Baca juga : Pembalikan Peran: Saat Pemilik Arisan Jadi Korban Penggelapan Dana, Fenomena Baru di Era Digital
Tapi suara terkuat justru dari warga biasa. Di sebuah warung kopi pinggir Jalan Mayor Syafrie, tiga ibu rumah tangga—dari kalangan guru honorer, perawat, dan pedagang—berbagi cerita getir. “Anak saya sakit minggu lalu, tapi RSUD cuma buka IGD. Dokter bilang, ‘Maaf Bu, gaji kami belum cair sejak Juni.’ Ini defisit yang mana? Yang janji kampanye itu?” curhat Siti Rahmah, 42 tahun, perawat RSUD Subulussalam yang gajinya tertunda tiga bulan. Di sisi lain, Hasanuddin, tokoh masyarakat dari Kampung Blang Panyang, menambahkan: “Kami dukung surat dari media itu. Jangan sampai defisit cuma turun di kertas, tapi sekolah bocor dan jalan rusak tetap dibiarkan. Publik punya hak tahu, sesuai UU KIP. Kalau Pemko tutup mulut, kami yang bayar harganya—lewat pajak dan penderitaan sehari-hari.”
Fenomena ini mencerminkan dilema lebih luas di daerah otonom Aceh. Menurut laporan Bank Indonesia Aceh edisi September 2025, defisit APBD di Aceh naik 15 persen year-on-year, didorong oleh ketergantungan pada Dana Alokasi Umum (DAU) yang terancam dipotong 50 persen jika realisasi di bawah 20 persen.

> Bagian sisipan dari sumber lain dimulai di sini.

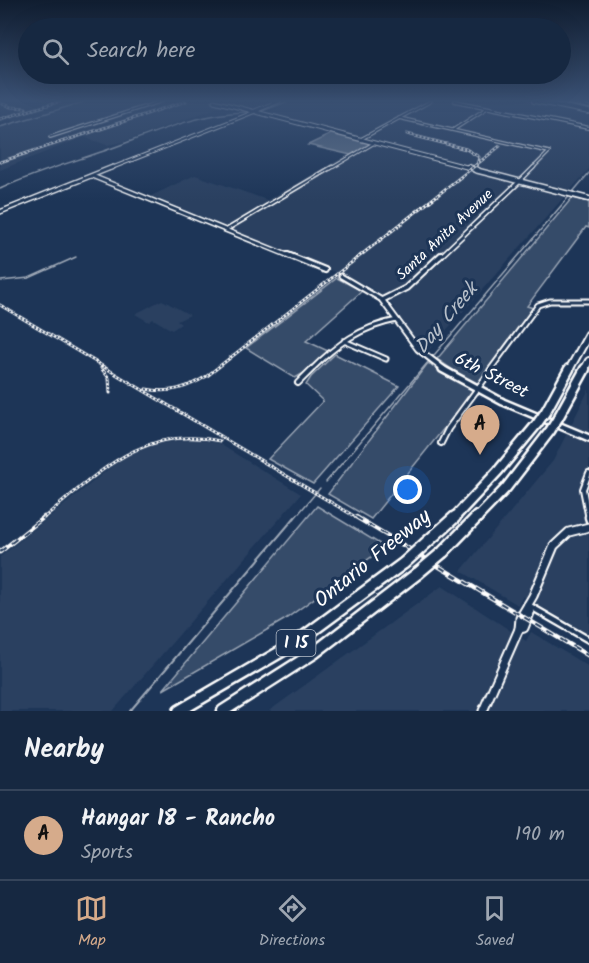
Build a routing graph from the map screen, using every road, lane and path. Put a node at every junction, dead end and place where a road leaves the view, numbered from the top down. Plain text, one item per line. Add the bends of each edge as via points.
1 (59, 134) edge
2 (198, 134) edge
3 (338, 134) edge
4 (370, 134) edge
5 (471, 134) edge
6 (50, 137) dead end
7 (360, 140) junction
8 (374, 143) junction
9 (478, 170) joint
10 (92, 176) junction
11 (520, 181) junction
12 (567, 193) joint
13 (589, 199) edge
14 (1, 211) edge
15 (226, 230) junction
16 (325, 270) dead end
17 (341, 276) dead end
18 (382, 300) junction
19 (589, 301) edge
20 (397, 320) junction
21 (589, 334) edge
22 (343, 341) junction
23 (386, 359) dead end
24 (589, 361) edge
25 (298, 383) dead end
26 (479, 389) junction
27 (589, 438) edge
28 (441, 444) dead end
29 (589, 473) edge
30 (589, 520) edge
31 (589, 526) edge
32 (528, 605) junction
33 (589, 640) edge
34 (179, 711) edge
35 (222, 711) edge
36 (483, 711) edge

1 - 6 street
2 - 10 street
3 - 7 main road
4 - 7 street
5 - 11 street via 549,152
7 - 8 main road
8 - 9 main road
8 - 15 street
9 - 11 main road
10 - 14 street
10 - 15 street
11 - 12 main road
11 - 18 street, Santa Anita Avenue via 406,288
12 - 13 main road
15 - 16 street
17 - 18 street, 6th Street
18 - 20 street, 6th Street
19 - 26 street via 541,303
20 - 22 street via 368,326
20 - 26 street, 6th Street via 424,355
21 - 34 highway, Ontario Freeway / I 15, bridge via 537,424 447,526 404,563 294,644
22 - 23 street
22 - 25 street
24 - 35 highway, Ontario Freeway / I 15, bridge via 558,418 506,488 443,552 314,653
26 - 27 street, 6th Street
26 - 28 street
29 - 30 street via 584,487
31 - 32 street via 560,538
32 - 33 street
32 - 36 street via 530,613 524,628 519,629

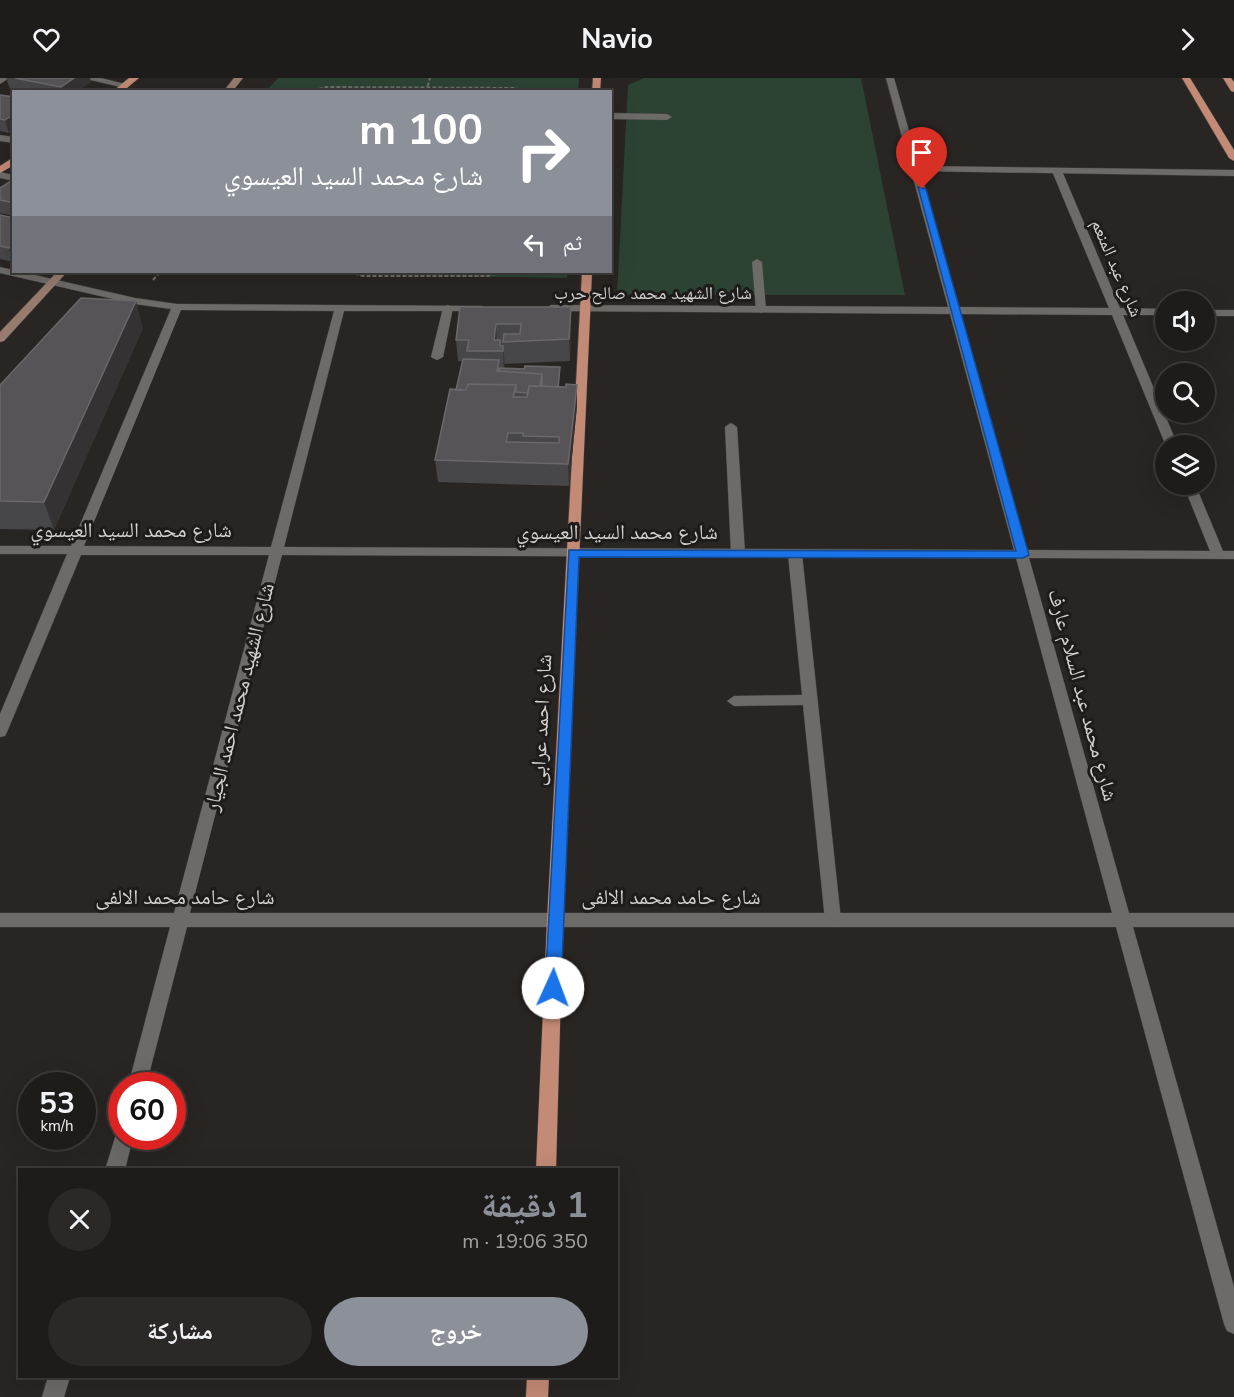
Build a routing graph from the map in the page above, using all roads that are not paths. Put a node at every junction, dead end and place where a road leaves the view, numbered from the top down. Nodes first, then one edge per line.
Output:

Subulussalam, dengan PAD minim hanya Rp15 miliar dari potensi pariwisata alamnya, jadi korban utama. Namun, ada sinar harapan: Fraksi Rabbani di DPRK baru saja mengapresiasi penekanan defisit di rapat paripurna akhir September, menyetujui Perubahan APBK 2025 sebagai langkah strategis. “Ini bukti komitmen, tapi harus diikuti transparansi penuh,” tegas Ratmala Dewi Hasugian, ketua fraksi itu.
Dengan dukungan luas dari warga, desakan kini mengarah pada aksi konkret: publikasi rutin laporan keuangan per triwulan di situs Pemko, dialog terbuka dengan masyarakat, dan audit independen oleh BPKP Aceh. Jika janji kampanye tak lebih dari retorika, warga Subulussalam siap menggelorakan aspirasi mereka—mungkin melalui petisi atau forum publik. Seperti kata Dr. Yani, “Transparansi bukan beban, tapi jembatan menuju pemerintahan yang akuntabel. Subulussalam punya potensi, tapi tanpa keterbukaan, defisit ini akan abadi.”
Warga menunggu jawaban Pemko: apakah target nol defisit dalam tiga tahun jadi kenyataan, atau sekadar mimpi basah politik? Hingga kini, keheningan resmi masih mendominasi, tapi suara rakyat semakin kencang. Subulussalam tak ingin lagi jadi contoh buruk good governance di Aceh—mereka layak dapat yang lebih baik.